[Your assignment]:
How many lines in the records below contain the word "roads"? State that number and nothing more.
>>>
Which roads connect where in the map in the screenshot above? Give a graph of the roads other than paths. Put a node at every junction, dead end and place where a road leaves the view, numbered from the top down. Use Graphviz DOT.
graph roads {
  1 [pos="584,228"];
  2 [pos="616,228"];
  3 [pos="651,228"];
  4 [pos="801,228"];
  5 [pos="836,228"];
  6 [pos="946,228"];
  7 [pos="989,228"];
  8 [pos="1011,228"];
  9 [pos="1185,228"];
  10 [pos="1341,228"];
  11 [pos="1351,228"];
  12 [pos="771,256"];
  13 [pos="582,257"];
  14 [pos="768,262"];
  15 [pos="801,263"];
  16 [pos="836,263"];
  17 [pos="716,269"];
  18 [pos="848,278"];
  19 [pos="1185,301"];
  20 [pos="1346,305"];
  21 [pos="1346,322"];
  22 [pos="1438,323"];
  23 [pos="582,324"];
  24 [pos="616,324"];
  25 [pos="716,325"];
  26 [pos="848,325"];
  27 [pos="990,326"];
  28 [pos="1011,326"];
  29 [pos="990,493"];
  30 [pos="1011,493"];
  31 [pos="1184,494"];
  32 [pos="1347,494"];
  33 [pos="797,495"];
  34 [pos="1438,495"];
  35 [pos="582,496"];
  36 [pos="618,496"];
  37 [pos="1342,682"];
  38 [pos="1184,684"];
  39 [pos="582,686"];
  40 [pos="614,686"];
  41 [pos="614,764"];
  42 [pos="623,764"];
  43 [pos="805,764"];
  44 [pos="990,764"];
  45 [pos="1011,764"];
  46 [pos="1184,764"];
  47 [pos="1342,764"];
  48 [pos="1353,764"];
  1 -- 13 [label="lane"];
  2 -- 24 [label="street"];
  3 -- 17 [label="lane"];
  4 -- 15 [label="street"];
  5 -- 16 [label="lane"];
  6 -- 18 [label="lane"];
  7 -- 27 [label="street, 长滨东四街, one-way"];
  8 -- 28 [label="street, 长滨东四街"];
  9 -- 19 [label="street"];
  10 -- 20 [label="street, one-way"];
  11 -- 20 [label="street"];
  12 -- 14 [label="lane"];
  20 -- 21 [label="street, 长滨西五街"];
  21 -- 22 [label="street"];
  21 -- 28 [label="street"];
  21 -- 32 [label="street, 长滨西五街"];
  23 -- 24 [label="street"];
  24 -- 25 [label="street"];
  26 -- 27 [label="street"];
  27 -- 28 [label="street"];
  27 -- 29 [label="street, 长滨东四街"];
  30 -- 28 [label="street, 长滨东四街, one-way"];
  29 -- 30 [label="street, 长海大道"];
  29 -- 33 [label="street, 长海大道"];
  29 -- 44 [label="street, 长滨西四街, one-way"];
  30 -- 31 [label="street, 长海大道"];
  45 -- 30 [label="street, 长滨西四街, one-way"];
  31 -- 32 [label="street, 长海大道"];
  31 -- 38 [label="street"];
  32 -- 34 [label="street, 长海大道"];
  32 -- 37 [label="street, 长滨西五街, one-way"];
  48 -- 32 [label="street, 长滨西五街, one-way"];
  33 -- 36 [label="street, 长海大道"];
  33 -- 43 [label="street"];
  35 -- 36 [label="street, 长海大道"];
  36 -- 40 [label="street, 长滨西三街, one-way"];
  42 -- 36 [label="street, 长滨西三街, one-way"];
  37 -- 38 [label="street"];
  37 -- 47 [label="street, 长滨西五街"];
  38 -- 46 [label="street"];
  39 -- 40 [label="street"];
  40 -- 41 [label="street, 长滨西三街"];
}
<<<
[Completed exercise]:
2